Too far behind fifth place to make a move and too far ahead of seventh to be caught from behind, Paul Tracy drove the Rexall Edmonton Indy in his own little world yesterday, finishing a comfortable sixth.

"We pretty much ran alone the whole race," said the Canadian crowd favourite.

"I was 10 seconds behind Dario Franchitti and 12 ahead of Graham Rahal, so that was about it.

"We were all running about the same pace. We couldn't close the gap."

Tracy started the day ninth on the grid and made up three spots before the race was three laps old, but that would be the extent of his advance.

"I was hoping to catch them and have a good race, but we fell so far behind that first group of five cars that I could never close the gap without having to overuse the tires," he said.

"So it was just maintain the car, don't make a mistake and hope for a yellow, but it never came."

Last year, in a totally unfamiliar vehicle after spending two months on the couch, he got a last-minute ride in Edmonton and jockeyed his way from 15th to fourth.

So ninth to sixth might seem a little anti-climactic, but that's just the kind of race it was on a day when nobody could catch the big boys.

"It's the Penske and Ganassi show and I was the first of the rest, so I think it was a pretty good effort," he said.

Franchitti agreed.

"For an old fat guy he was pretty impressive," joked the Italian, who walked over to Tracy's car after the race to give his buddy a hug.
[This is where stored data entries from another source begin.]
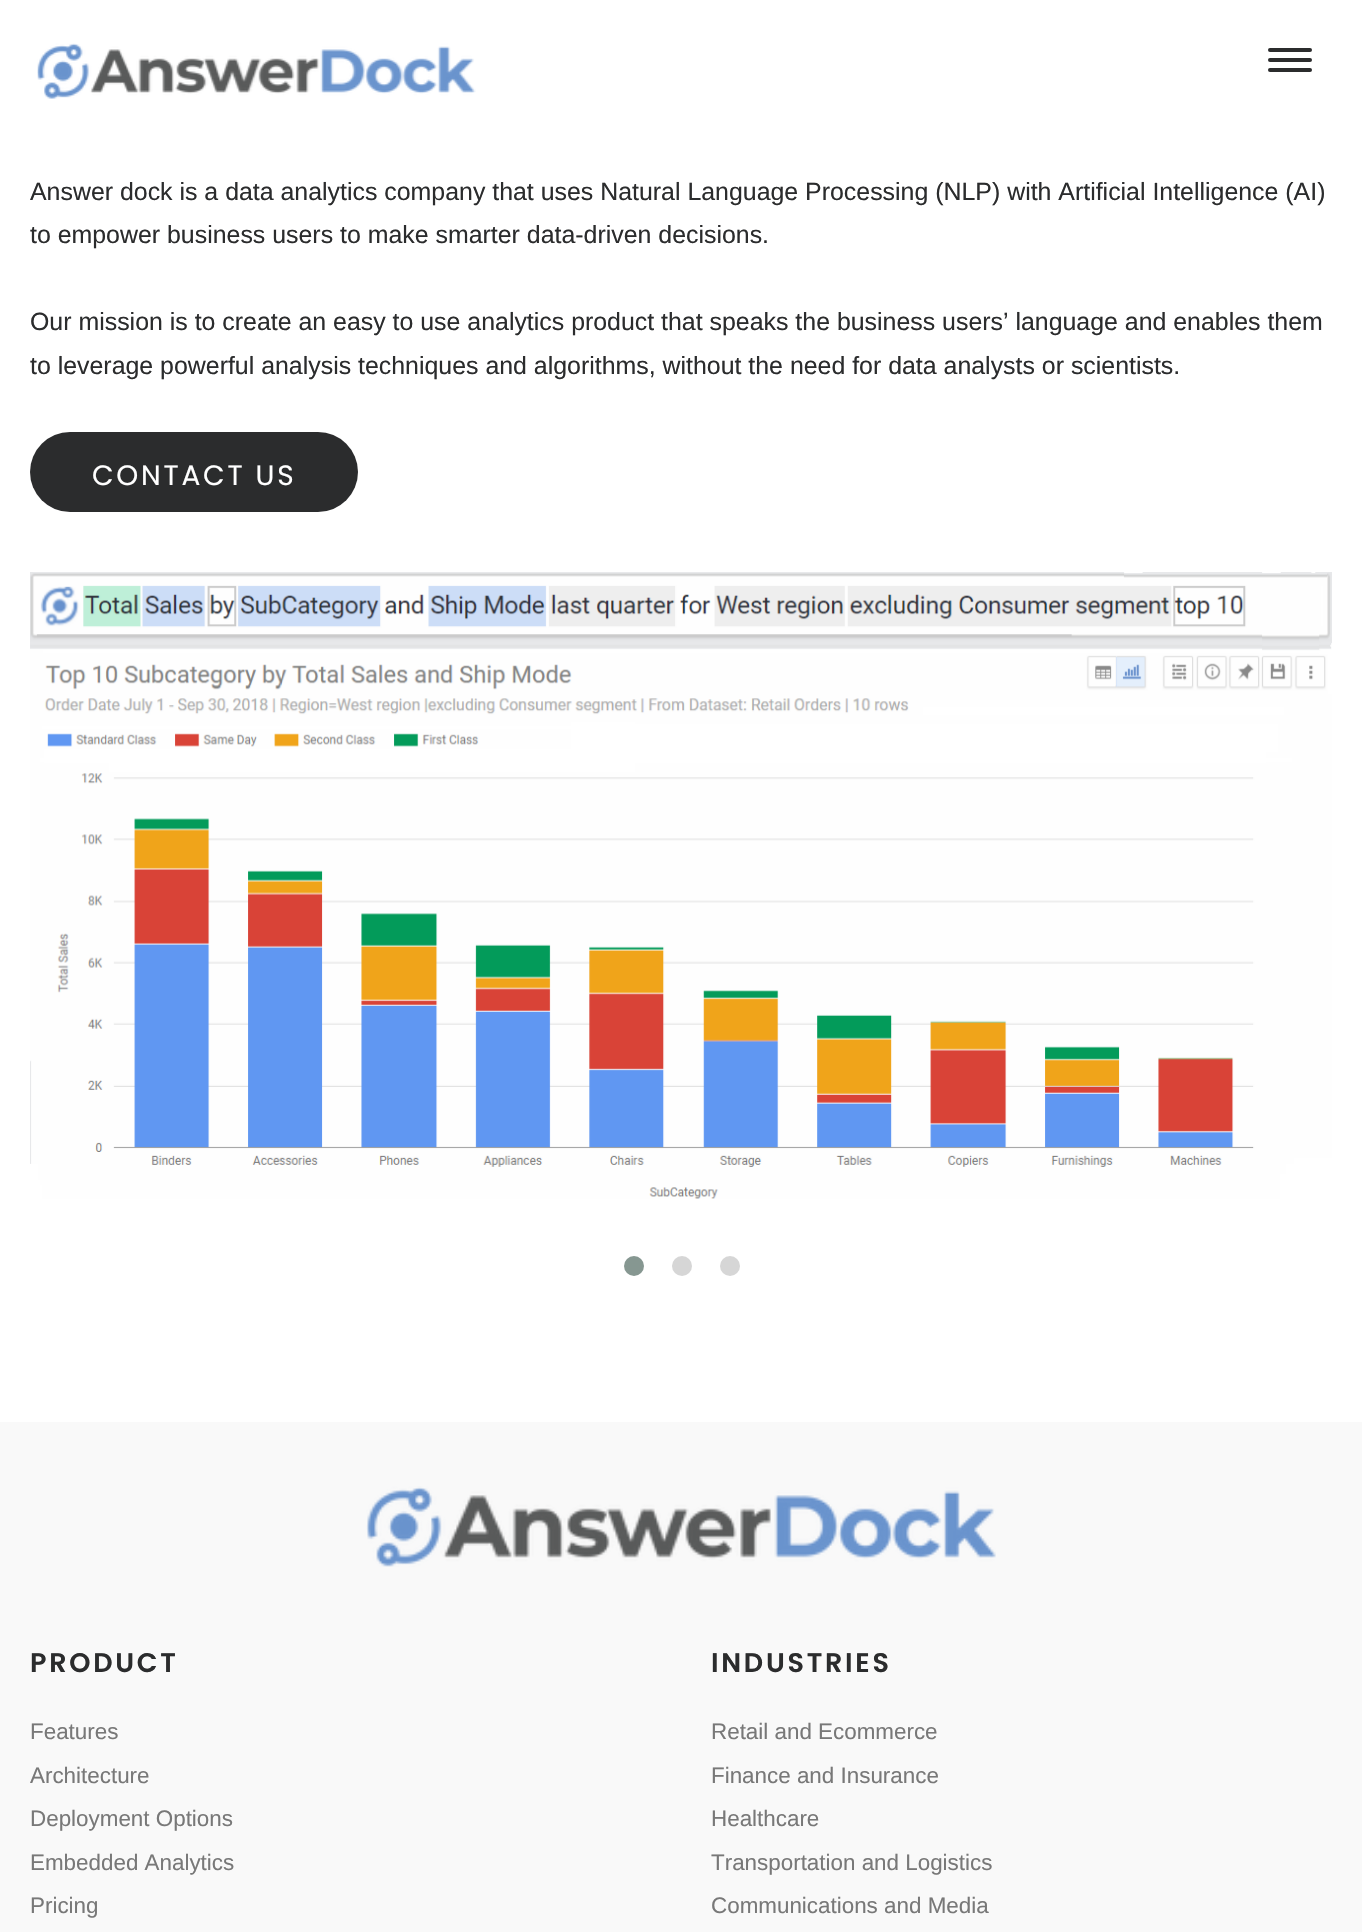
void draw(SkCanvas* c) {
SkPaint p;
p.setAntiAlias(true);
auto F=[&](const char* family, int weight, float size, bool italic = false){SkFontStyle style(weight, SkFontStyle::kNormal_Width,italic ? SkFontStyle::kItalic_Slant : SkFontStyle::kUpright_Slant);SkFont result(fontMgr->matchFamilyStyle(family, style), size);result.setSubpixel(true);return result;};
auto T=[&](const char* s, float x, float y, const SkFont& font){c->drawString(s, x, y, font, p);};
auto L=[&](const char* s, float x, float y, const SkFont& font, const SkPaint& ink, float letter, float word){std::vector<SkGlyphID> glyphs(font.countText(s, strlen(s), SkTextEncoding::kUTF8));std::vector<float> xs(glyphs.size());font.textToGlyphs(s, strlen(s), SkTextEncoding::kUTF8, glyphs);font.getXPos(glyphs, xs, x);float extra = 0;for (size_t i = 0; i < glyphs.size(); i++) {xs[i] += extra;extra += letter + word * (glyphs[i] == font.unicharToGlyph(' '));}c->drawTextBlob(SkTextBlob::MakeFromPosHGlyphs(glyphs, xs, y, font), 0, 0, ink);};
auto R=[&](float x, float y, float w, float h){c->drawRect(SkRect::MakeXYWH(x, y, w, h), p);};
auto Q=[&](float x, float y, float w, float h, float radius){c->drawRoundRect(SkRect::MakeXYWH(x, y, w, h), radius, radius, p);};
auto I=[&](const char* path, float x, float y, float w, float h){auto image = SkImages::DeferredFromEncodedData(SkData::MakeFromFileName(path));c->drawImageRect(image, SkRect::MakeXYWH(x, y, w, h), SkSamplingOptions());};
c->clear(0xffffffff);
I("1.png",37,43,439,56);
p.setColor(0xff2b2c2d);
Q(1268,58,44,4,2);
Q(1268,48,44,4,2);
Q(1268,68,44,4,2);
auto f1 = F("Liberation Sans",400,24.9);
T("Answer dock is a data analytics company that uses Natural Language Processing (NLP) with Artificial Intelligence (AI)",30,200,f1);
T("to empower business users to make smarter data-driven decisions.",30,243,f1);
T("Our mission is to create an easy to use analytics product that speaks the business users’ language and enables them",30,330,f1);
T("to leverage powerful analysis techniques and algorithms, without the need for data analysts or scientists.",30,374,f1);
Q(30,432,328,80,40);
auto f2 = F("Poppins",400,28);
p.setColor(0xffffffff);
L("CONTACT US",92,485,f2,p,2.75,0);
I("2.png",30,572,1302,627);
p.setColor(0xff869791);
c->drawCircle(634,1266,10,p);
p.setColor(0xffd6d6d6);
c->drawCircle(682,1266,10,p);
c->drawCircle(730,1266,10,p);
p.setColor(0xfff9f9f9);
R(0,1422,1362,510);
I("3.png",366,1486,630,81);
auto f3 = F("Poppins",600,27);
p.setColor(0xff2b2c2d);
L("PRODUCT",30,1672,f3,p,2.75,0);
auto f4 = F("Liberation Sans",400,22.4);
p.setColor(0xff787878);
T("Features",30,1739,f4);
T("Architecture",30,1783,f4);
T("Deployment Options",30,1826,f4);
T("Embedded Analytics",30,1870,f4);
T("Pricing",30,1913,f4);
p.setColor(0xff2b2c2d);
L("INDUSTRIES",711,1672,f3,p,2.75,0);
p.setColor(0xff787878);
T("Retail and Ecommerce",711,1739,f4);
T("Finance and Insurance",711,1783,f4);
T("Healthcare",711,1826,f4);
T("Transportation and Logistics",711,1870,f4);
T("Communications and Media",711,1913,f4);
}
Tracy's only blemish on the day was accidentally knocking teammate Mario Moraes out of the race on the first lap.

"It was with a heavy heart because Mario and myself touched on the first lap and it sent him around and put him out of the race. I feel terrible for that.

"He's been going through a hard time, his father is very sick. It kind of put a damper on the rest of the day."